Please retype the records below exactly, leaving out any pictures.

The data START

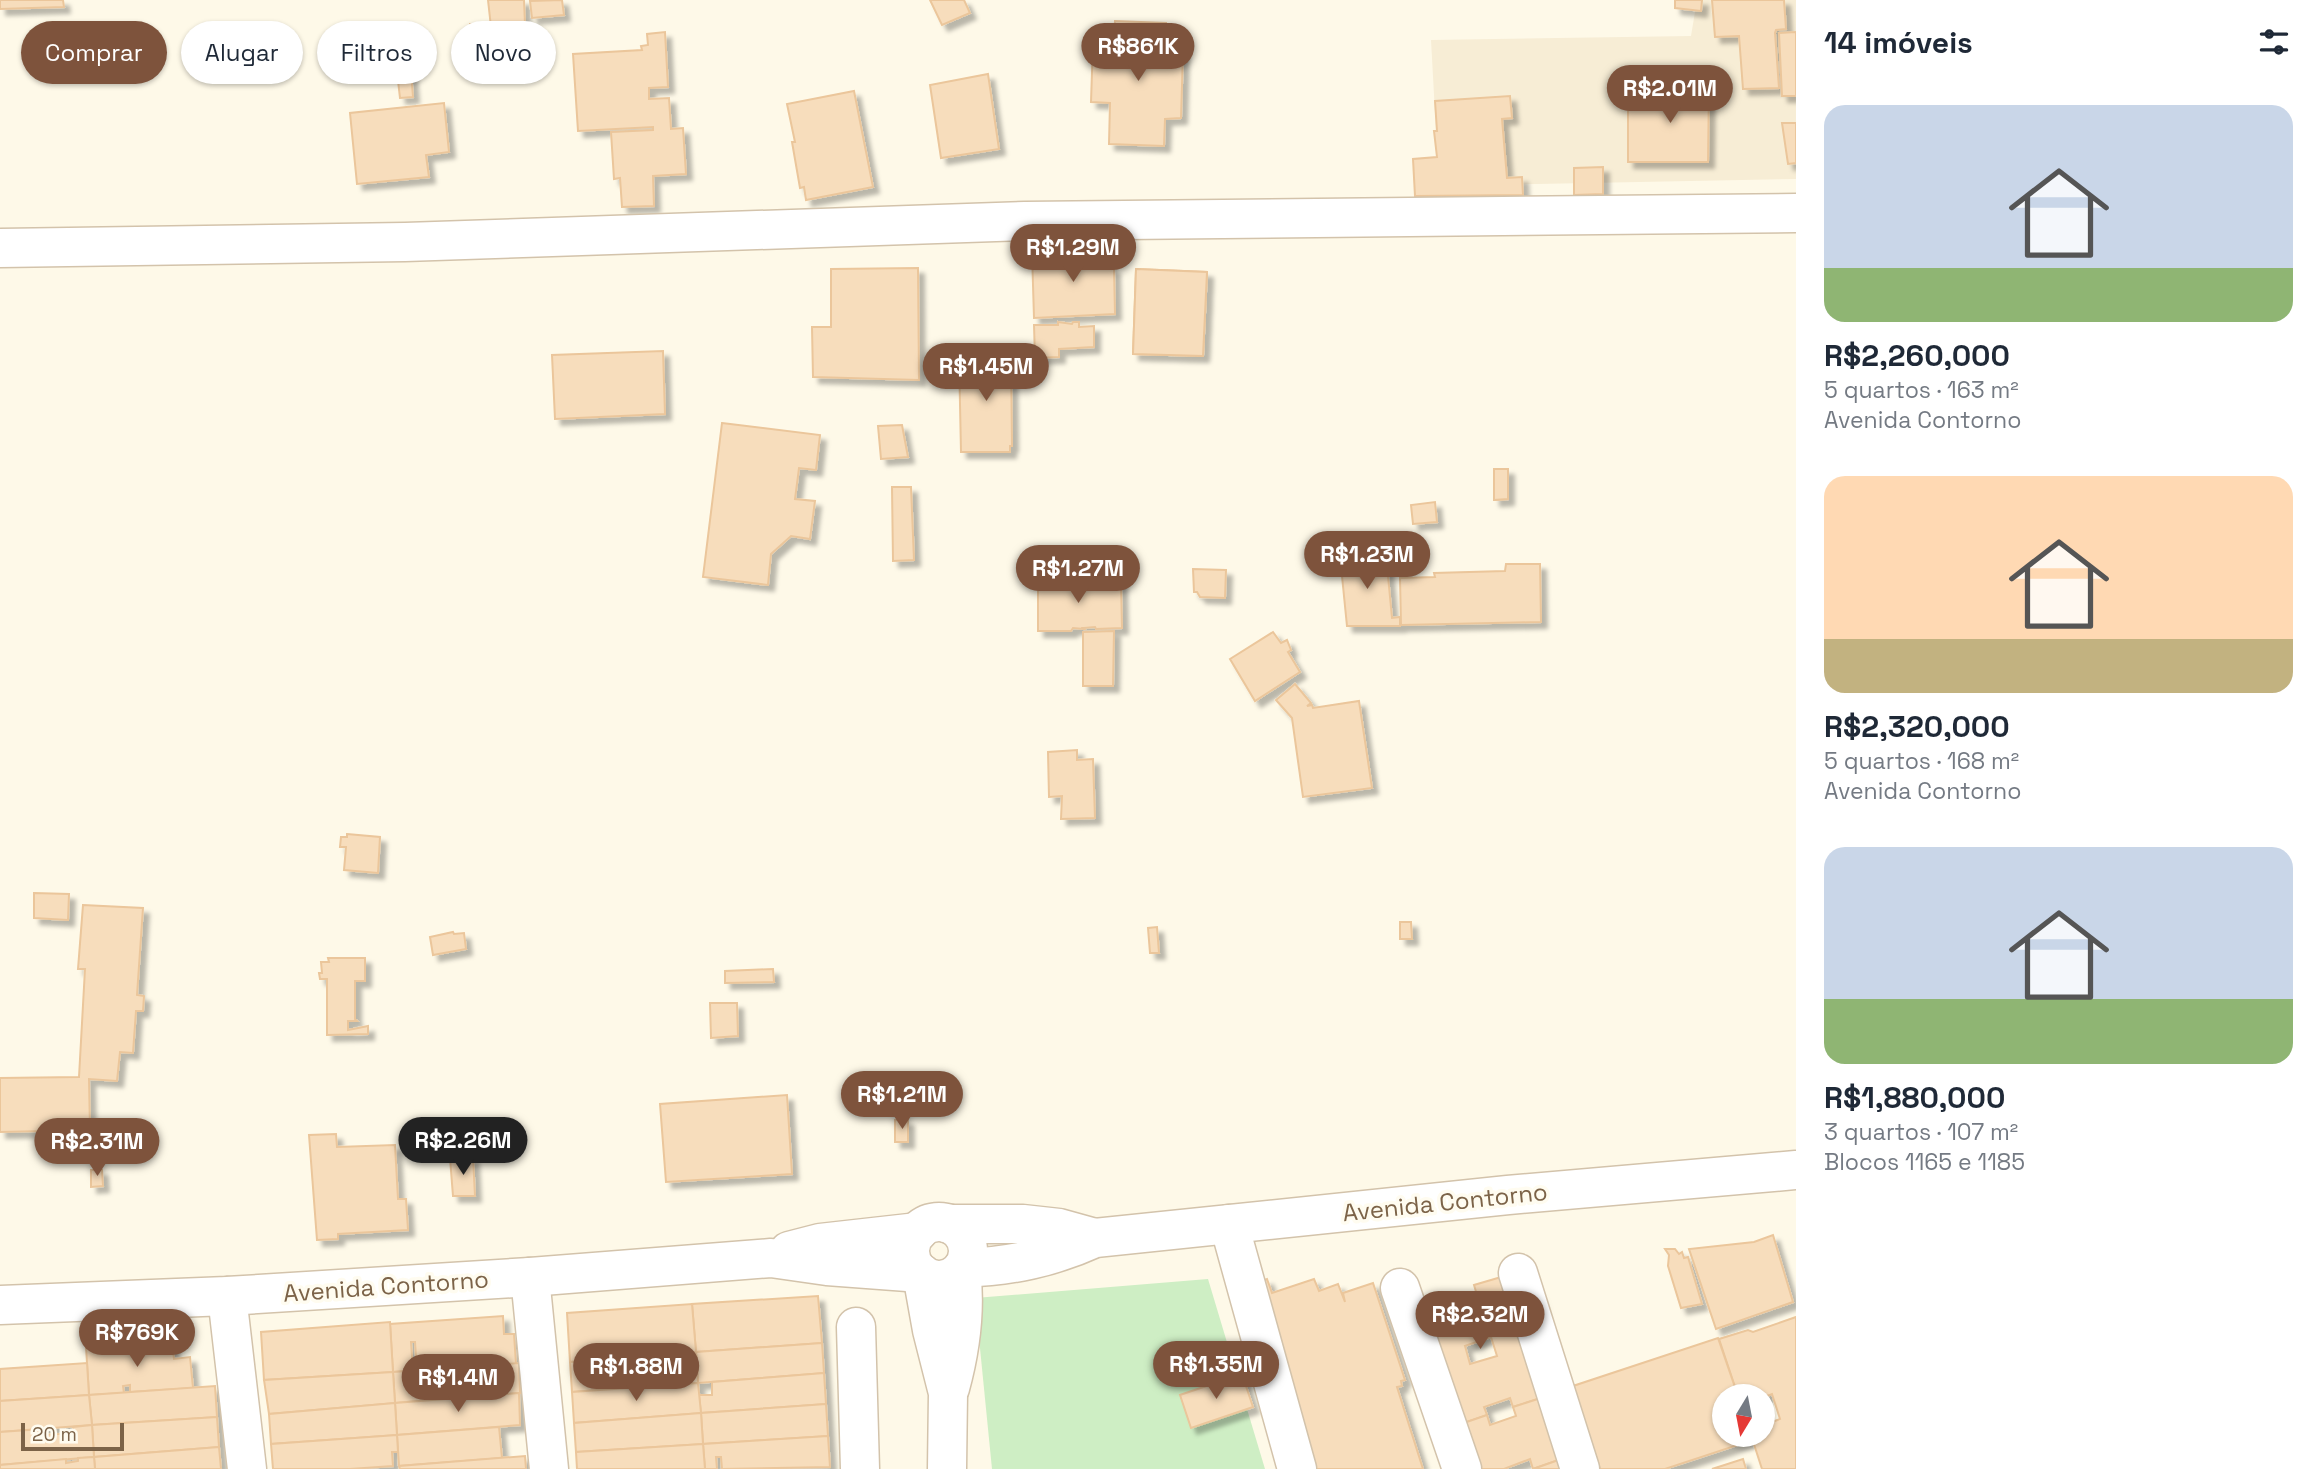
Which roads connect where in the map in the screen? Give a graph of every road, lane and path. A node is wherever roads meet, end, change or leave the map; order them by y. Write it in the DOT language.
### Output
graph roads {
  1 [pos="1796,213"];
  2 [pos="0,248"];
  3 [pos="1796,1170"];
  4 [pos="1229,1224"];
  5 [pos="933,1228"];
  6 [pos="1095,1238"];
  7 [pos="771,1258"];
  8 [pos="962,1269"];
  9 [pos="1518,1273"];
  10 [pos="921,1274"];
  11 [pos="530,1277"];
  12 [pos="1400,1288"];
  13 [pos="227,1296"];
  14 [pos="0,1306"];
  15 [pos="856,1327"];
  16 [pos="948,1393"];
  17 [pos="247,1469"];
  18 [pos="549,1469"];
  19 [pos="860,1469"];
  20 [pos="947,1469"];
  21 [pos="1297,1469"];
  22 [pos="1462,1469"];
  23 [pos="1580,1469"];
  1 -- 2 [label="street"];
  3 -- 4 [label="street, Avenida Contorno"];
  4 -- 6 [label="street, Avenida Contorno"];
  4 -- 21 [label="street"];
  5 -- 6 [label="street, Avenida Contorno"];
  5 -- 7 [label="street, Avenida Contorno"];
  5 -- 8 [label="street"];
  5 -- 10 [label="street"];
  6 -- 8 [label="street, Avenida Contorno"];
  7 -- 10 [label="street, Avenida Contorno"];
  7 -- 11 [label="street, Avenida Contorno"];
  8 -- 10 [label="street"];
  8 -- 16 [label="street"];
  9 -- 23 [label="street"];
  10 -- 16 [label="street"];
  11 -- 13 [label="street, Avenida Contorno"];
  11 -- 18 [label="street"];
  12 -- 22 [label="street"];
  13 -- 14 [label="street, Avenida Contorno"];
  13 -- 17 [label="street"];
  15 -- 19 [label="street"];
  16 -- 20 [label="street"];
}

The data END

Worked solution:
Which roads connect where in the map in the screen? Give a graph of every road, lane and path. A node is wherever roads meet, end, change or leave the map; order them by y. Write it in the DOT language.
### Output
graph roads {
  1 [pos="1796,213"];
  2 [pos="0,248"];
  3 [pos="1796,1170"];
  4 [pos="1229,1224"];
  5 [pos="933,1228"];
  6 [pos="1095,1238"];
  7 [pos="771,1258"];
  8 [pos="962,1269"];
  9 [pos="1518,1273"];
  10 [pos="921,1274"];
  11 [pos="530,1277"];
  12 [pos="1400,1288"];
  13 [pos="227,1296"];
  14 [pos="0,1306"];
  15 [pos="856,1327"];
  16 [pos="948,1393"];
  17 [pos="247,1469"];
  18 [pos="549,1469"];
  19 [pos="860,1469"];
  20 [pos="947,1469"];
  21 [pos="1297,1469"];
  22 [pos="1462,1469"];
  23 [pos="1580,1469"];
  1 -- 2 [label="street"];
  3 -- 4 [label="street, Avenida Contorno"];
  4 -- 6 [label="street, Avenida Contorno"];
  4 -- 21 [label="street"];
  5 -- 6 [label="street, Avenida Contorno"];
  5 -- 7 [label="street, Avenida Contorno"];
  5 -- 8 [label="street"];
  5 -- 10 [label="street"];
  6 -- 8 [label="street, Avenida Contorno"];
  7 -- 10 [label="street, Avenida Contorno"];
  7 -- 11 [label="street, Avenida Contorno"];
  8 -- 10 [label="street"];
  8 -- 16 [label="street"];
  9 -- 23 [label="street"];
  10 -- 16 [label="street"];
  11 -- 13 [label="street, Avenida Contorno"];
  11 -- 18 [label="street"];
  12 -- 22 [label="street"];
  13 -- 14 [label="street, Avenida Contorno"];
  13 -- 17 [label="street"];
  15 -- 19 [label="street"];
  16 -- 20 [label="street"];
}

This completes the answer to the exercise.